World War II printed itself indelibly on his mind as he listened to the radio and longed desperately to fly a P-38, a huge model of which he now has in his apartment. “When Korea broke out,” says Warren. “I broke my mother’s heart and enlisted. Tanks. By God, I was gonna get some war stories of my own.”
HIs war experience, like all things imagined too heavily ahead of time, was disappointing. He returned aimless and restless, lived at home and read Variety, compulsively, “to fantasize that I had something to do with show business.” For three years he worked as assistant advertising manager for Caloric Range Company in Philadelphia, and when Playboy appeared in 1953, Warren watched Hefner’s success and in pipe-dream envy formulated a plan.
After all, he was a businessman, wasn’t he? Wily, profit-oriented, raised on the newsstands? So he quit Caloric and started a magazine called After Hours. “It was a poor imitation of Playboy, one of the first… it showed… girls with naked breasts.” He was promptly arrested, fingerprinted, and booked by the candidate for district attorney. SMUT PEDDLER APPREHENDED! Warren lowers his voice just a little now and leans across the desk as if still embarrassed by the incident. “The headlines were the largest in Philadelphia since Japan surrendered. I was also indicted in Elizabeth, New Jersey, because, as I found out later, the guy was running for office there, too. That was the only issue of After Hours. The case was eventually thrown out. “But that was the low point of my life,” Warren recalls.

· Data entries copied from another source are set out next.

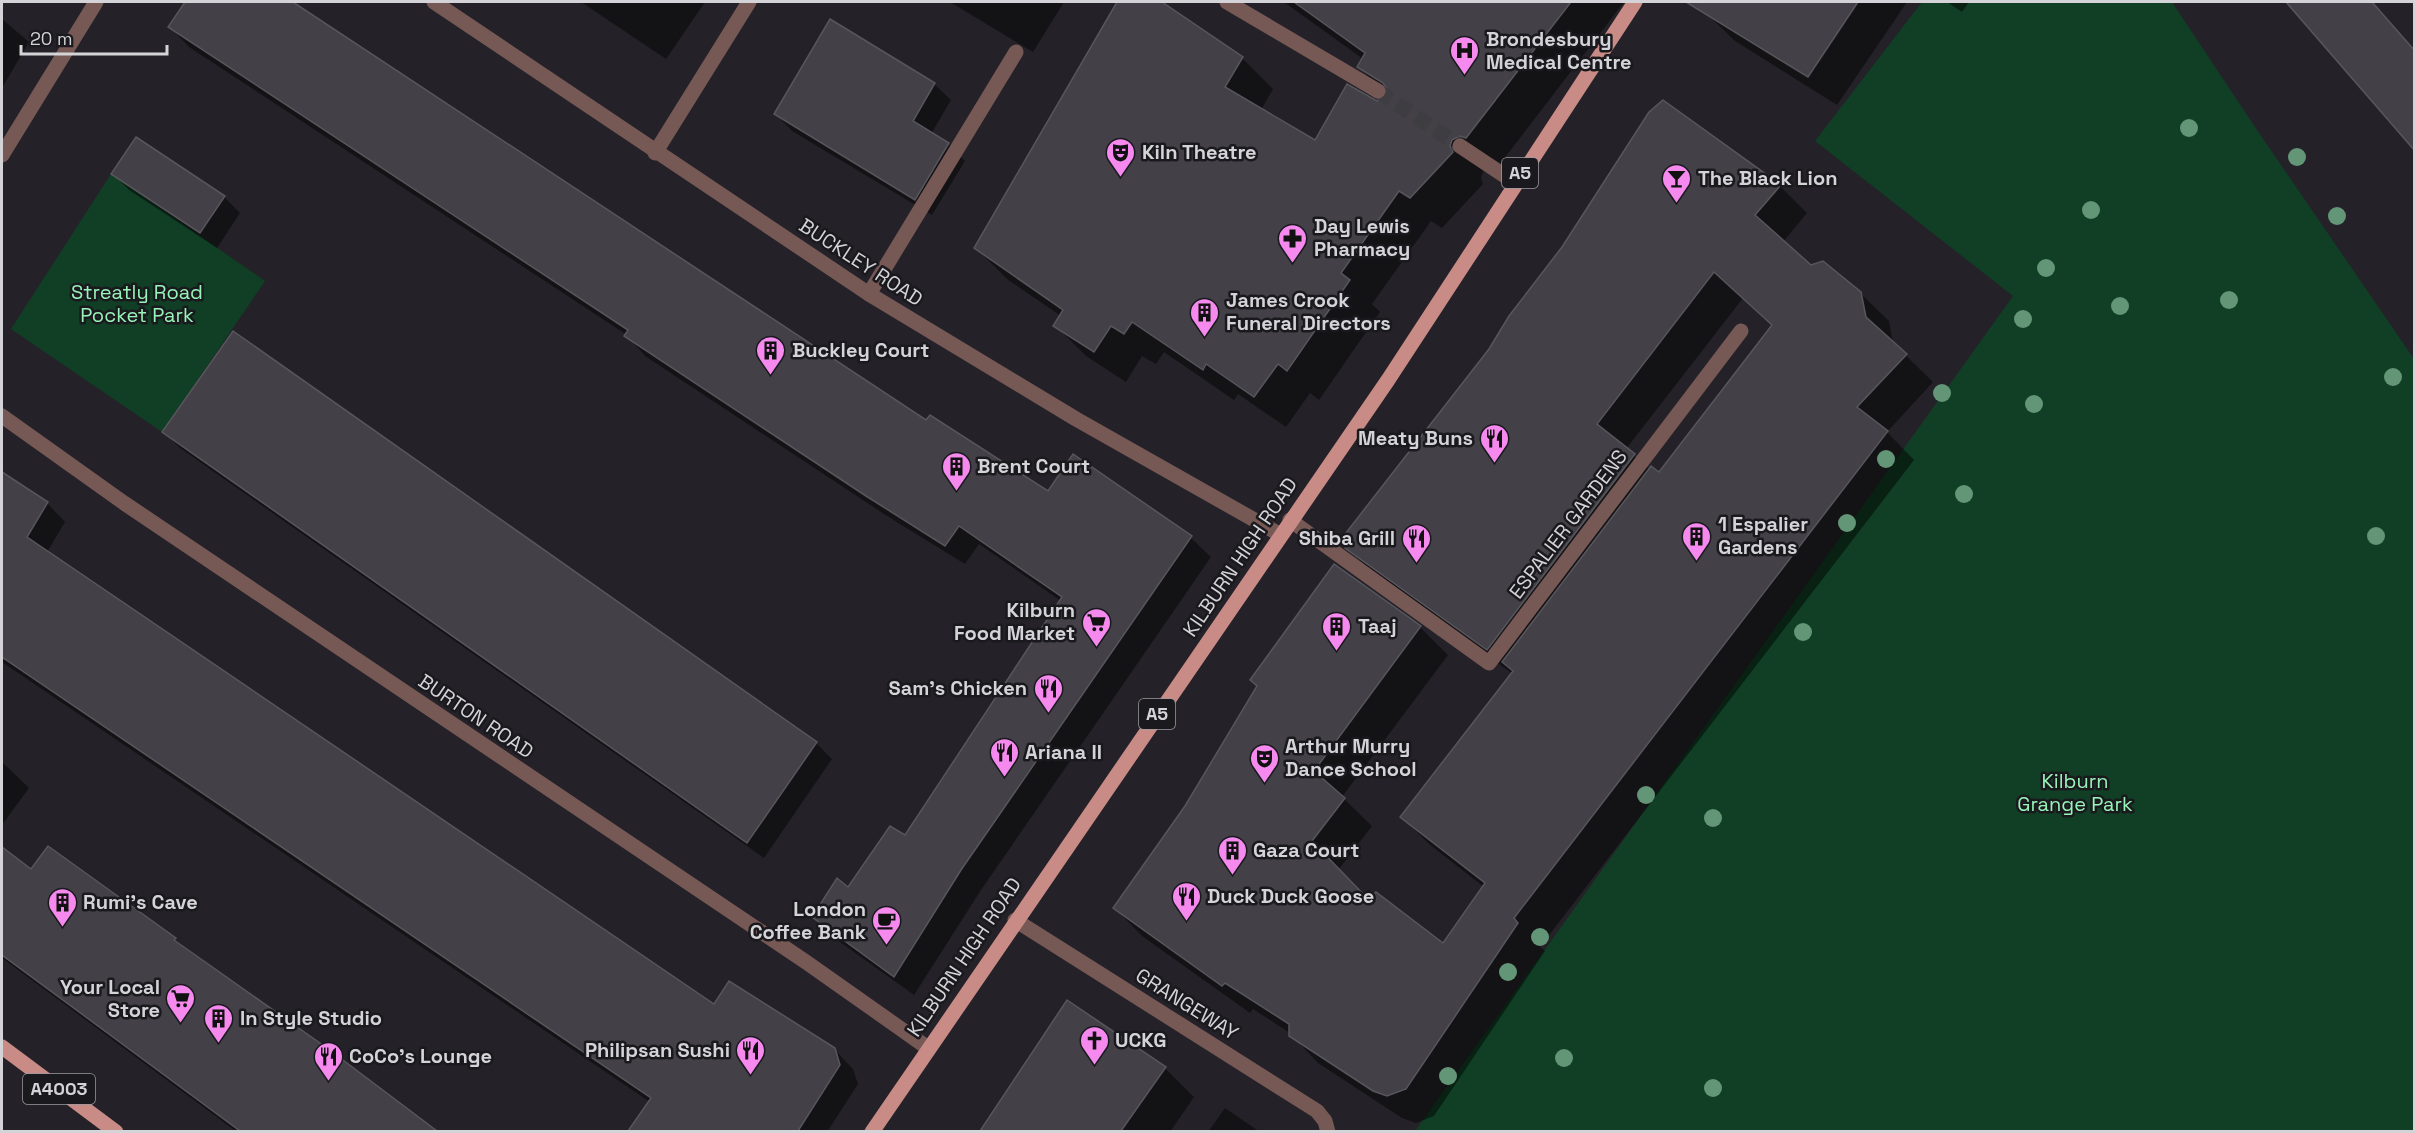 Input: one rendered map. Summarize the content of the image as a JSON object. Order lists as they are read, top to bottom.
{
  "streets": {
    "main road": ["A5", "KILBURN HIGH ROAD", "A4003"],
    "street": [
      "BUCKLEY ROAD",
      "ESPALIER GARDENS",
      "BURTON ROAD",
      "GRANGEWAY"
    ]
  },
  "crossings": [
    ["BUCKLEY ROAD", "KILBURN HIGH ROAD"],
    ["ESPALIER GARDENS", "KILBURN HIGH ROAD"],
    ["KILBURN HIGH ROAD", "BURTON ROAD"],
    ["KILBURN HIGH ROAD", "GRANGEWAY"]
  ],
  "parks": ["Streatly Road Pocket Park", "Kilburn Grange Park"],
  "places": {
    "hospital": ["Brondesbury Medical Centre"],
    "theatre": ["Kiln Theatre", "Arthur Murry Dance School"],
    "bar": ["The Black Lion"],
    "pharmacy": ["Day Lewis Pharmacy"],
    "building": [
      "James Crook Funeral Directors",
      "Buckley Court",
      "Brent Court",
      "1 Espalier Gardens",
      "Taaj",
      "Gaza Court",
      "Rumi's Cave",
      "In Style Studio"
    ],
    "restaurant": [
      "Meaty Buns",
      "Shiba Grill",
      "Sam's Chicken",
      "Ariana II",
      "Duck Duck Goose",
      "Philipsan Sushi",
      "CoCo's Lounge"
    ],
    "supermarket": ["Kilburn Food Market", "Your Local Store"],
    "cafe": ["London Coffee Bank"],
    "church": ["UCKG"]
  },
  "scale_bar": "20 m"
}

Already an avid student of culture (he had been right all along with After Hours), Warren was amazed when horror films stopped scaring kids in the mid 1950s. Television had already made some seriously intended monster flicks miss and fall into the ever-widening margin of campness. Shock Theater had added, right in the familiarity of our own homes, a spoofiness to horror films — even Frankenstein — that they would never again completely shake. Warren found kids laughing in monster matinees where 10 years before they had only drawn sketchy breath between clenched teeth. It is time, he thought, for a magazine on the monsters from films.
When he tried to get the money for the first issue of a magazine with the longest title in the country, Famous Monsters of Filmland, Warren was repeatedly told three things (Warren tells this part of the story with the relish all men who have succeeded use when they speak of early oppressors, and he gestures, counting the items on his fingers): 1.) It will never sell; there’s no market; 2.) The title is too long; and 3.) You’re nuts. But he scrounged up the funds, and in the winter of 1958, a one-shot magazine, Famous Monsters of Filmland, edited by Forrest J. Ackerman, appeared on the stands. I was 11 at the time, and my close associate Brent Griffiths (wherever he may be) was part of the reason that FM’s first printing sold out.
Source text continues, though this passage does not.